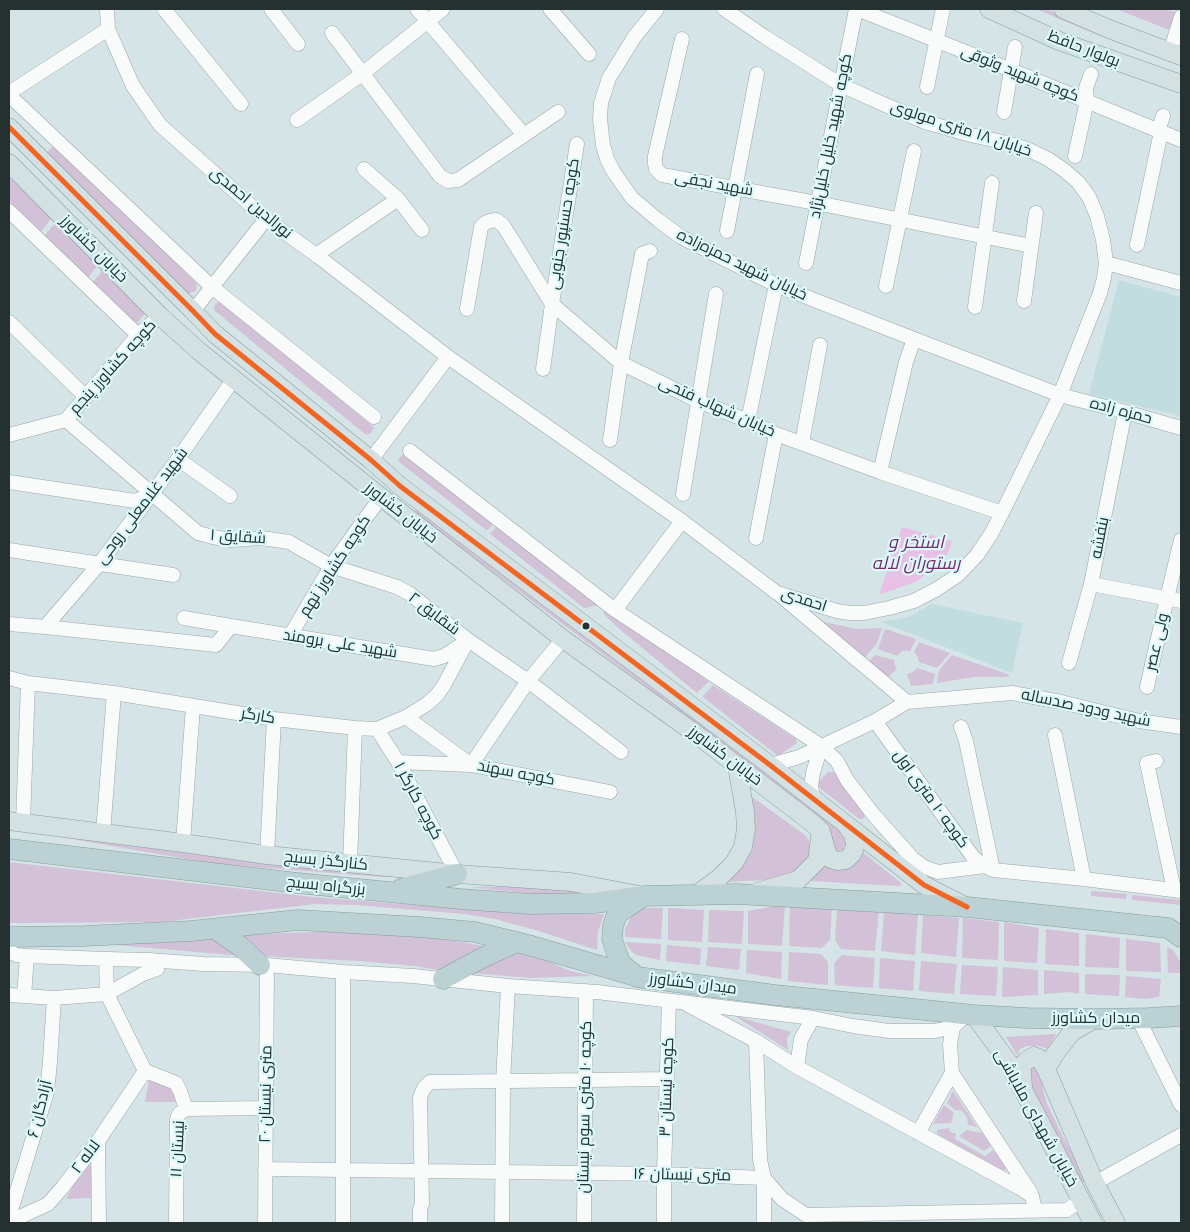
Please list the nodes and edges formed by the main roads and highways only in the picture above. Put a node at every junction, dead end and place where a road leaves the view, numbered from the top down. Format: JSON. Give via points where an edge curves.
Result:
{"nodes":[{"id":1,"x":989,"y":9,"type":"edge"},
{"id":2,"x":1063,"y":9,"type":"edge"},
{"id":3,"x":1176,"y":54,"type":"edge"},
{"id":4,"x":1181,"y":84,"type":"edge"},
{"id":5,"x":9,"y":127,"type":"edge"},
{"id":6,"x":9,"y":163,"type":"edge"},
{"id":7,"x":216,"y":334,"type":"junction"},
{"id":8,"x":200,"y":352,"type":"junction"},
{"id":9,"x":737,"y":766,"type":"junction"},
{"id":10,"x":16,"y":821,"type":"edge"},
{"id":11,"x":843,"y":821,"type":"junction"},
{"id":12,"x":821,"y":831,"type":"junction"},
{"id":13,"x":9,"y":849,"type":"edge"},
{"id":14,"x":457,"y":874,"type":"junction"},
{"id":15,"x":389,"y":892,"type":"junction"},
{"id":16,"x":696,"y":895,"type":"junction"},
{"id":17,"x":745,"y":895,"type":"junction"},
{"id":18,"x":644,"y":896,"type":"junction"},
{"id":19,"x":967,"y":907,"type":"junction"},
{"id":20,"x":215,"y":929,"type":"junction"},
{"id":21,"x":1177,"y":931,"type":"edge"},
{"id":22,"x":9,"y":937,"type":"edge"},
{"id":23,"x":516,"y":942,"type":"junction"},
{"id":24,"x":263,"y":965,"type":"road end"},
{"id":25,"x":637,"y":977,"type":"junction"},
{"id":26,"x":443,"y":979,"type":"road end"},
{"id":27,"x":1178,"y":1014,"type":"edge"},
{"id":28,"x":965,"y":1019,"type":"junction"},
{"id":29,"x":1095,"y":1019,"type":"junction"},
{"id":30,"x":1046,"y":1069,"type":"junction"},
{"id":31,"x":1024,"y":1090,"type":"junction"},
{"id":32,"x":1095,"y":1183,"type":"junction"},
{"id":33,"x":1082,"y":1200,"type":"junction"},
{"id":34,"x":1093,"y":1223,"type":"edge"},
{"id":35,"x":1116,"y":1223,"type":"edge"}],
"edges":[{"from":1,"to":4,"type":"main road","name":"بولوار حافظ","via":[[1059,41]]},
{"from":2,"to":3,"type":"main road","name":"بولوار حافظ"},
{"from":5,"to":7,"type":"main road","name":"خیابان کشاورز"},
{"from":6,"to":8,"type":"main road","name":"خیابان کشاورز","via":[[160,316]]},
{"from":7,"to":8,"type":"main road"},
{"from":7,"to":11,"type":"main road","name":"خیابان کشاورز","via":[[400,486]]},
{"from":8,"to":9,"type":"main road","name":"خیابان کشاورز","via":[[563,639]]},
{"from":9,"to":12,"type":"main road","name":"خیابان کشاورز"},
{"from":9,"to":16,"type":"main road","via":[[746,829],[743,847],[734,863]]},
{"from":10,"to":14,"type":"main road","name":"کنارگذر بسیج","via":[[267,855]]},
{"from":11,"to":12,"type":"main road","via":[[855,842],[852,854],[846,860],[832,859]]},
{"from":11,"to":19,"type":"main road","name":"خیابان کشاورز","via":[[924,885]]},
{"from":12,"to":17,"type":"main road","via":[[817,861],[798,880]]},
{"from":13,"to":15,"type":"highway","name":"بزرگراه بسیج"},
{"from":14,"to":15,"type":"highway"},
{"from":14,"to":18,"type":"main road","name":"کنارگذر بسیج","via":[[571,882]]},
{"from":15,"to":18,"type":"highway","name":"بزرگراه بسیج","via":[[530,904],[595,903]]},
{"from":16,"to":17,"type":"highway"},
{"from":16,"to":18,"type":"highway"},
{"from":17,"to":19,"type":"highway"},
{"from":18,"to":25,"type":"highway","name":"میدان کشاورز","via":[[616,914],[613,926],[616,954]]},
{"from":19,"to":21,"type":"highway"},
{"from":20,"to":22,"type":"highway","name":"بزرگراه بسیج"},
{"from":20,"to":23,"type":"highway","name":"بزرگراه بسیج","via":[[298,920],[475,932]]},
{"from":20,"to":24,"type":"highway"},
{"from":23,"to":25,"type":"highway","name":"بزرگراه بسیج"},
{"from":23,"to":26,"type":"highway"},
{"from":25,"to":28,"type":"highway","name":"میدان کشاورز"},
{"from":27,"to":29,"type":"highway","name":"میدان کشاورز"},
{"from":28,"to":29,"type":"highway","name":"میدان کشاورز"},
{"from":28,"to":31,"type":"main road","name":"خیابان شهدای ملاباشی","via":[[1009,1063]]},
{"from":29,"to":30,"type":"main road","name":"خیابان شهدای ملاباشی","via":[[1072,1032]]},
{"from":30,"to":31,"type":"main road","via":[[1039,1058],[1034,1056],[1026,1061],[1022,1066]]},
{"from":30,"to":32,"type":"main road","name":"خیابان شهدای ملاباشی"},
{"from":31,"to":33,"type":"main road","name":"خیابان شهدای ملاباشی"},
{"from":32,"to":33,"type":"main road","via":[[1090,1194]]},
{"from":32,"to":35,"type":"main road","name":"خیابان شهدای ملاباشی"},
{"from":33,"to":34,"type":"main road","name":"خیابان شهدای ملاباشی"}]}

- - - - - - -

Your task is to return each line of the data above that contains the string "کنارگذر".

--- OUTPUT OF THE TASK ---
{"from":10,"to":14,"type":"main road","name":"کنارگذر بسیج","via":[[267,855]]},
{"from":14,"to":18,"type":"main road","name":"کنارگذر بسیج","via":[[571,882]]},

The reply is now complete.